Part of the issue here is scale and scope. It just isn't true that associations of individuals are incapable of sorting out these kinds of issues and devising
quite complex and sophisticated institutions of self-governance.
It might be just as powerful to argue that we've increasingly removed from people the requirement to either learn or practice the arts of self-governance.
In the end, if the process has a point and purpose, people will get engaged. If it doesn't, they won't. It may be that the problem we're confronting in this debate
is that it is often not clear why we want citizens to be engaged or consulted. What is it meant to achieve? In the end, it seems so often to more and more citizens
that the only real purpose of these kinds of activities - however well the exercise is done - is to find out what people think and then to take that into account
in the final decision (or to ignore it altogether, for whatever reasons).

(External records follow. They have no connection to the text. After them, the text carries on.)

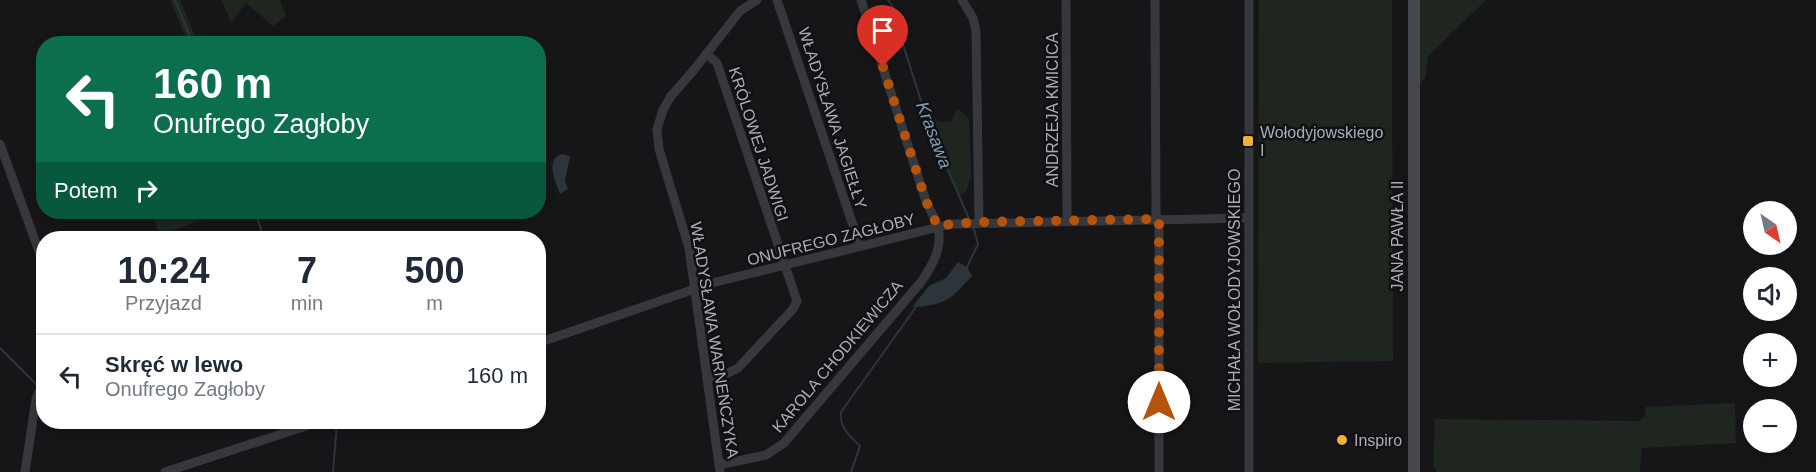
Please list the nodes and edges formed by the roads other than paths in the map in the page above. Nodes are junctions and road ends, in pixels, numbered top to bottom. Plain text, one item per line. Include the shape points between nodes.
1 (757, 0) edge
2 (777, 0) edge
3 (861, 0) edge
4 (962, 0) edge
5 (1066, 0) edge
6 (1155, 0) edge
7 (1249, 0) edge
8 (1414, 0) edge
9 (707, 54) junction
10 (0, 144) edge
11 (1248, 218) junction
12 (1157, 219) junction
13 (1067, 221) junction
14 (973, 222) junction
15 (938, 227) junction
16 (36, 243) edge
17 (860, 246) junction
18 (785, 266) junction
19 (694, 288) junction
20 (546, 340) edge
21 (707, 378) junction
22 (36, 403) edge
23 (297, 429) edge
24 (720, 468) edge
25 (25, 472) edge
26 (165, 472) edge
27 (1160, 472) edge
28 (1249, 472) edge
29 (1414, 472) edge

1 - 9 street, WŁADYSŁAWA WARNEŃCZYKA via 740,11
2 - 17 street, WŁADYSŁAWA JAGIEŁŁY
3 - 15 street via 926,201
4 - 14 street via 976,31
5 - 13 street, ANDRZEJA KMICICA
6 - 12 street
7 - 11 street, MICHAŁA WOŁODYJOWSKIEGO
8 - 29 main road, JANA PAWŁA II
9 - 18 street, KRÓLOWEJ JADWIGI via 717,63
9 - 19 street, WŁADYSŁAWA WARNEŃCZYKA via 671,96 657,129 657,143 685,230
10 - 16 street
11 - 12 street, ONUFREGO ZAGŁOBY
11 - 28 street, MICHAŁA WOŁODYJOWSKIEGO
12 - 13 street, ONUFREGO ZAGŁOBY
12 - 27 street
13 - 14 street, ONUFREGO ZAGŁOBY
14 - 15 street, ONUFREGO ZAGŁOBY
15 - 17 street, ONUFREGO ZAGŁOBY
15 - 24 street, KAROLA CHODKIEWICZA via 935,259 926,275 784,443 766,455
17 - 18 street, ONUFREGO ZAGŁOBY
18 - 19 street, ONUFREGO ZAGŁOBY
18 - 21 street, KRÓLOWEJ JADWIGI via 796,305 738,368
19 - 20 street, ONUFREGO ZAGŁOBY
19 - 21 street, WŁADYSŁAWA WARNEŃCZYKA
21 - 24 street, WŁADYSŁAWA WARNEŃCZYKA
22 - 25 street
23 - 26 street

The problem is that, after a while, if people can't see any purpose in the exercise
beyond that, they will lose enthusiasm and momentum.
A final reflection.
The problem is that those who want to retrieve a role and purpose for civil society are too easily stymied by those who will claim that these problems are
too big, complex and interconnected to be susceptible to the civil society option.
Mind you, some of that resistance reflects an abiding faith in the redeeming virtues of state-based, large-scale solutions and structures than any genuine
concern about whether the other option could work or not. I have a suspicion that there are factors now driving us "back to the future" in the search
for in fact quite viable small-scale, citizen-grounded and networked solutions that might look in the future much more like these mutualist scenarios than the
stodgy and unresponsive modernist monoliths of our more recent and unhappy experience.
Author's note: This essay reflects, and draws on, contributions to a recent online discussion around the issues of citizen engagement in the policy
process moderated by the Australian Public Policy Research Network at the University of Canberra. I have drawn particularly on the contributions of Vern Hughes, although
responsibility for the end product remains with me.